- [Task objective]:
Search the entries below for the word "points", then copy each line in which it is found.

- [Input data]:
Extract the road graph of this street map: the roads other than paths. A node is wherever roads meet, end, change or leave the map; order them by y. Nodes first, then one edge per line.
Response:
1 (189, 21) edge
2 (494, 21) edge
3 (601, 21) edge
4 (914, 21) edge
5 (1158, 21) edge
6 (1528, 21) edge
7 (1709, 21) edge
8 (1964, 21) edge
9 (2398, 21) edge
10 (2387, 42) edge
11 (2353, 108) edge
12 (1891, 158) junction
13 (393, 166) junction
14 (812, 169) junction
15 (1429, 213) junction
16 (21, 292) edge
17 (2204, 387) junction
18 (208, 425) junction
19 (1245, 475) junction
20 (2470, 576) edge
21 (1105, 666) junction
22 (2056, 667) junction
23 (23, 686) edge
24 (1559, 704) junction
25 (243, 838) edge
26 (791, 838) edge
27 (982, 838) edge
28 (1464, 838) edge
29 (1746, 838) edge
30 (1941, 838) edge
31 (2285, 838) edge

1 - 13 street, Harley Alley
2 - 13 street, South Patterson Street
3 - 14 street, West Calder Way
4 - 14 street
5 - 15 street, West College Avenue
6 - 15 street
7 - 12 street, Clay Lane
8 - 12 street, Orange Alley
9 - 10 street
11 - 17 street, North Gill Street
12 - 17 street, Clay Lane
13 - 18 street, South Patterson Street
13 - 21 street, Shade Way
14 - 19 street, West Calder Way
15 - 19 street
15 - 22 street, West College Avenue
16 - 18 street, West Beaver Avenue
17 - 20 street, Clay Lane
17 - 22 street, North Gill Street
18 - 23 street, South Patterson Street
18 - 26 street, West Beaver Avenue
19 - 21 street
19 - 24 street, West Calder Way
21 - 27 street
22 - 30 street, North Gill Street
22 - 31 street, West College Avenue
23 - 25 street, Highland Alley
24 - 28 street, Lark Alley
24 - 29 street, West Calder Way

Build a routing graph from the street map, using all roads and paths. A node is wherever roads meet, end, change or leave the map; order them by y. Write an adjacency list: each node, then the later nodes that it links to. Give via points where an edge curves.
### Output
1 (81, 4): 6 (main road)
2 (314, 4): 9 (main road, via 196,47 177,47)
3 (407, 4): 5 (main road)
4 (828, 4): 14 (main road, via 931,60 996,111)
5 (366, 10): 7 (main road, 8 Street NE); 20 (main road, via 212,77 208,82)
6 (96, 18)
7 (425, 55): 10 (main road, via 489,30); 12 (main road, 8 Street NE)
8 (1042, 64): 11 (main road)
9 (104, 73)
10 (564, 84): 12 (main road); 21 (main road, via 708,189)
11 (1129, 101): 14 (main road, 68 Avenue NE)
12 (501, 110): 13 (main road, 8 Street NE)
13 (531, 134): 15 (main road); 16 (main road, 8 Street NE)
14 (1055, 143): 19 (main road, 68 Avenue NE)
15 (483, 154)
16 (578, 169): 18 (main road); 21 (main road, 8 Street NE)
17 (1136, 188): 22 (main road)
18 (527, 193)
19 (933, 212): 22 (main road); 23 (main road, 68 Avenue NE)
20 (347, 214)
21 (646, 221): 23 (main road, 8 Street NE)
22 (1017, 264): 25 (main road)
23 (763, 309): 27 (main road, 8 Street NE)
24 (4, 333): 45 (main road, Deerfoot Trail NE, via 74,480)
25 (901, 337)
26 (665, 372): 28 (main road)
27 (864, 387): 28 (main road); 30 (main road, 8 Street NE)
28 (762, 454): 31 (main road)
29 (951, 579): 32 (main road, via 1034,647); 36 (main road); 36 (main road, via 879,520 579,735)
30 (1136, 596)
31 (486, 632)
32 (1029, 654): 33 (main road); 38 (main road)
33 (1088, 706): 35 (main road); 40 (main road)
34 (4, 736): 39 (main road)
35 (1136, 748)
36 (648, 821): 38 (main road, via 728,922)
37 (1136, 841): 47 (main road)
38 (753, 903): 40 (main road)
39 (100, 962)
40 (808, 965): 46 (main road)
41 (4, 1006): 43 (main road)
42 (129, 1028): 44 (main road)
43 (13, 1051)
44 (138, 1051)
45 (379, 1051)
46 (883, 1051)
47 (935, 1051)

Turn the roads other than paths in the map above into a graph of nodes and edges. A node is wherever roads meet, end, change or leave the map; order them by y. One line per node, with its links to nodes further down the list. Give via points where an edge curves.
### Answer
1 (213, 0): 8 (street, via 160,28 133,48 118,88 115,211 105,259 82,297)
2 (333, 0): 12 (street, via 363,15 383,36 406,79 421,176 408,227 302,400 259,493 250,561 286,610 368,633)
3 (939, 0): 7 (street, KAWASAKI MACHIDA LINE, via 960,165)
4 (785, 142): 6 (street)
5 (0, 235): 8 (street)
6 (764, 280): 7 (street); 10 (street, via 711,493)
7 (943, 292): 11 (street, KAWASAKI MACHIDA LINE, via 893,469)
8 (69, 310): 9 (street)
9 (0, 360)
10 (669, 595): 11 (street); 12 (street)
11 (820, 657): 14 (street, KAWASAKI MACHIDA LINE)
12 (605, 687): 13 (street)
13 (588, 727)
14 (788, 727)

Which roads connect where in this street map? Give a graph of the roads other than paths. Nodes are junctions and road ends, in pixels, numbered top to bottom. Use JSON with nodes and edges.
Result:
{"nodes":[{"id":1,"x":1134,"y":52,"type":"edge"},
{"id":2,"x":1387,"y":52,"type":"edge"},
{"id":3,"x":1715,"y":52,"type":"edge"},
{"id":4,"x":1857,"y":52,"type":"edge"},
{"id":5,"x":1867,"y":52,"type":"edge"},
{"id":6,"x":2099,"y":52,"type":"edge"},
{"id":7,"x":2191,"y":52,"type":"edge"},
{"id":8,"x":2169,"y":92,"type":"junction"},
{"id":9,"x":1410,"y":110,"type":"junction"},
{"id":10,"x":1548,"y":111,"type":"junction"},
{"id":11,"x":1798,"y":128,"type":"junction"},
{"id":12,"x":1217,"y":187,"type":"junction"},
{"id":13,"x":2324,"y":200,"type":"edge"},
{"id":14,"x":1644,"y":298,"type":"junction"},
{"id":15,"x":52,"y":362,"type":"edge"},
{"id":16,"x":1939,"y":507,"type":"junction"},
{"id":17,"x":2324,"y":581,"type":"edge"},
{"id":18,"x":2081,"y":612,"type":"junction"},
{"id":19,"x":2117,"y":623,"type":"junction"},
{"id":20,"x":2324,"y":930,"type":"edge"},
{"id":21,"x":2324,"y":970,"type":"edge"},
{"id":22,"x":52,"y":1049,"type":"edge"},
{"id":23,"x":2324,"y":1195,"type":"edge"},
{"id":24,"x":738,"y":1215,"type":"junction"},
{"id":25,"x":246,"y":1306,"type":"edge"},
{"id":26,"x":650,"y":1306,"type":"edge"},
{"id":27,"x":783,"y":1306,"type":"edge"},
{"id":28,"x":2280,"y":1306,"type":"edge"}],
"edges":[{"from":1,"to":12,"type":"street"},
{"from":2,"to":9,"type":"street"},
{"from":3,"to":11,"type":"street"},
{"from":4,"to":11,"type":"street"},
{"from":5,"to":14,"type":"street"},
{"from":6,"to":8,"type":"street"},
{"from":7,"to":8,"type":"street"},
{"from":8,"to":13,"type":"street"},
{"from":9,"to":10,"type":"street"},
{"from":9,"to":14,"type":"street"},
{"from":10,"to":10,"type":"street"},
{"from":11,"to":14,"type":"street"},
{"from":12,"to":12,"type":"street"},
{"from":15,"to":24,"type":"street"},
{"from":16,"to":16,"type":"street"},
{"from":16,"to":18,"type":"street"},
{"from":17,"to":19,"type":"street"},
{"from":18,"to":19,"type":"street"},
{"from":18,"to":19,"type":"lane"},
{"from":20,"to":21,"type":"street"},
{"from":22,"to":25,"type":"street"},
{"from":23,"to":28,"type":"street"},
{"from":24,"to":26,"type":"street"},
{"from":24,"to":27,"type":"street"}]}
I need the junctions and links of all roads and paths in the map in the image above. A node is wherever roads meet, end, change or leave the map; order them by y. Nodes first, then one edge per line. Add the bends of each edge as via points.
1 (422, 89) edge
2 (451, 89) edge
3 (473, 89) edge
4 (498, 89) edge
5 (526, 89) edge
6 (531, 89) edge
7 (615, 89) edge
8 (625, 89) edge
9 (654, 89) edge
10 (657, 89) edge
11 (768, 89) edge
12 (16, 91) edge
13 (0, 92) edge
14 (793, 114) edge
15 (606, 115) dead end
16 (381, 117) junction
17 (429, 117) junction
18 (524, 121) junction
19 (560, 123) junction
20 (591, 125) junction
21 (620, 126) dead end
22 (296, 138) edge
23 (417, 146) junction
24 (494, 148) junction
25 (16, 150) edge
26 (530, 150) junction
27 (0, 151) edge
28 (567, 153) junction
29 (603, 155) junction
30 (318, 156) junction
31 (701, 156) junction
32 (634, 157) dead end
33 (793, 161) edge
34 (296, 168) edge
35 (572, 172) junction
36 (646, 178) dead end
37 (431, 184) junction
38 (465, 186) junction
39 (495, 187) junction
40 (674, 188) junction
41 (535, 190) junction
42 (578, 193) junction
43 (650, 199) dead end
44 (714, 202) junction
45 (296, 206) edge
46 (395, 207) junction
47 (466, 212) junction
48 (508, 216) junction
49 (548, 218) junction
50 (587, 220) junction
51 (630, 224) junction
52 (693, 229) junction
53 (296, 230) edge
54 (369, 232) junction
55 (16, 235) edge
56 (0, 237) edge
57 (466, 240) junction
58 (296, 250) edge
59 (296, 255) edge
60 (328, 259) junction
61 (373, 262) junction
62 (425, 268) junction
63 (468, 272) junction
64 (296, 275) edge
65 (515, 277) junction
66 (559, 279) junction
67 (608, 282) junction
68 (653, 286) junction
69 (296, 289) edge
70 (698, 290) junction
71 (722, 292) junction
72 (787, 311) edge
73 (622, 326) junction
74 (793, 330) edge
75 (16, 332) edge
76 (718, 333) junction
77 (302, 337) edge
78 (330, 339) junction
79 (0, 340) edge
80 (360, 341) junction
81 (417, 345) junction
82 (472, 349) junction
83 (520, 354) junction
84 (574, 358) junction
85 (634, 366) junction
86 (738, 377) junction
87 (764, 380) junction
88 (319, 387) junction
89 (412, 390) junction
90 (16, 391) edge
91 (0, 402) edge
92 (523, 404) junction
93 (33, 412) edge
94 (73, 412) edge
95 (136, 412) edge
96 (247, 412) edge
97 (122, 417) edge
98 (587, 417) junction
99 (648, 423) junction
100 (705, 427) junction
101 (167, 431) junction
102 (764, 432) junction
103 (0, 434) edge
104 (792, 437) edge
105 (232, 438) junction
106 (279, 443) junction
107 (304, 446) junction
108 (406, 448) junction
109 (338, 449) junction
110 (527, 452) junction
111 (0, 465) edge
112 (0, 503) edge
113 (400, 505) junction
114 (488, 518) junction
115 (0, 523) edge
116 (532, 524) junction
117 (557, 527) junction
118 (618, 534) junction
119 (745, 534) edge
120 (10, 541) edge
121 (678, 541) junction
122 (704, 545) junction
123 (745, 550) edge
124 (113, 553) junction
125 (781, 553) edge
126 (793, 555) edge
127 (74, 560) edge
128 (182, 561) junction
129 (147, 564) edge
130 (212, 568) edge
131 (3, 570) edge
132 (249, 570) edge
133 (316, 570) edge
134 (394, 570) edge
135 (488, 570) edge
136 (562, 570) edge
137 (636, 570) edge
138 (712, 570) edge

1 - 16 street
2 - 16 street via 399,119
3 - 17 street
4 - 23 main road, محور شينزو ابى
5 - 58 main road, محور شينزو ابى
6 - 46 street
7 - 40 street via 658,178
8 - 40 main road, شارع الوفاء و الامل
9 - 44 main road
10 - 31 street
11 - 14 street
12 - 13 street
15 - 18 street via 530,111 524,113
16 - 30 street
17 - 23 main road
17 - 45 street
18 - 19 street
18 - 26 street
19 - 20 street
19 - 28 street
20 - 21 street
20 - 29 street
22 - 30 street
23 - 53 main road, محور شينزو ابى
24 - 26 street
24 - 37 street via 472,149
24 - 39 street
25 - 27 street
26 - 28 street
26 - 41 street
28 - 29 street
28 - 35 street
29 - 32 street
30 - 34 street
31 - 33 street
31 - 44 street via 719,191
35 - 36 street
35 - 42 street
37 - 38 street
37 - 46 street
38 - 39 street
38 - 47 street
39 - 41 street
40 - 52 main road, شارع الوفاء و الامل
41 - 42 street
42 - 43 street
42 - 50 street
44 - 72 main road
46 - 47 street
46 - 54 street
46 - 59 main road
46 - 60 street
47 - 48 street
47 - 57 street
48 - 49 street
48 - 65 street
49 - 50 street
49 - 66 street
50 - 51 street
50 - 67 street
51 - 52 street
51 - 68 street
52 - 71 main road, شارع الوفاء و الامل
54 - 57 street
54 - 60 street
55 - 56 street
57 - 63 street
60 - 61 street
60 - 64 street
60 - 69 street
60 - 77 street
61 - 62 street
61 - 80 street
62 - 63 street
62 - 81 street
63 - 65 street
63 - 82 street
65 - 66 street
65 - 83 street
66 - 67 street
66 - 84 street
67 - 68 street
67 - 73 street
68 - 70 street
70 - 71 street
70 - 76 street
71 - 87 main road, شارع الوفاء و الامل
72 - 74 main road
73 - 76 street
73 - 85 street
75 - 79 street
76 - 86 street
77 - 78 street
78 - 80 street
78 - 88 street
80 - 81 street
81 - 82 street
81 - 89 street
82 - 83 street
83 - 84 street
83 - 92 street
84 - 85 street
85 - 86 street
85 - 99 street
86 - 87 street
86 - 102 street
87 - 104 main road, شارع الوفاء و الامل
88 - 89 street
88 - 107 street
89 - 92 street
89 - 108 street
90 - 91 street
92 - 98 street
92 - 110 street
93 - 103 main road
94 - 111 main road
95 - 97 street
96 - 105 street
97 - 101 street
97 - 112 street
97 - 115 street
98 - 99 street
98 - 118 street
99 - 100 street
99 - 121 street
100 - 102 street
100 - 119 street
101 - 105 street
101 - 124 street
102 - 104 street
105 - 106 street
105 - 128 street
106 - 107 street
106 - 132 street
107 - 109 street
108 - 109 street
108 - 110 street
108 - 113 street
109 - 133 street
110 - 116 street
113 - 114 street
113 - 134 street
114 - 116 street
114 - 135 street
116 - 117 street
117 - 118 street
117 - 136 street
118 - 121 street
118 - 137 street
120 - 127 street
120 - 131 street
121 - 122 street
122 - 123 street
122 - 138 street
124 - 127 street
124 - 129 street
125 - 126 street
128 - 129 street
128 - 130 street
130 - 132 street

- [Task solution]:
Build a routing graph from the street map, using all roads and paths. A node is wherever roads meet, end, change or leave the map; order them by y. Write an adjacency list: each node, then the later nodes that it links to. Give via points where an edge curves.
Turn the roads other than paths in the map above into a graph of nodes and edges. A node is wherever roads meet, end, change or leave the map; order them by y. One line per node, with its links to nodes further down the list. Give via points where an edge curves.
I need the junctions and links of all roads and paths in the map in the image above. A node is wherever roads meet, end, change or leave the map; order them by y. Nodes first, then one edge per line. Add the bends of each edge as via points.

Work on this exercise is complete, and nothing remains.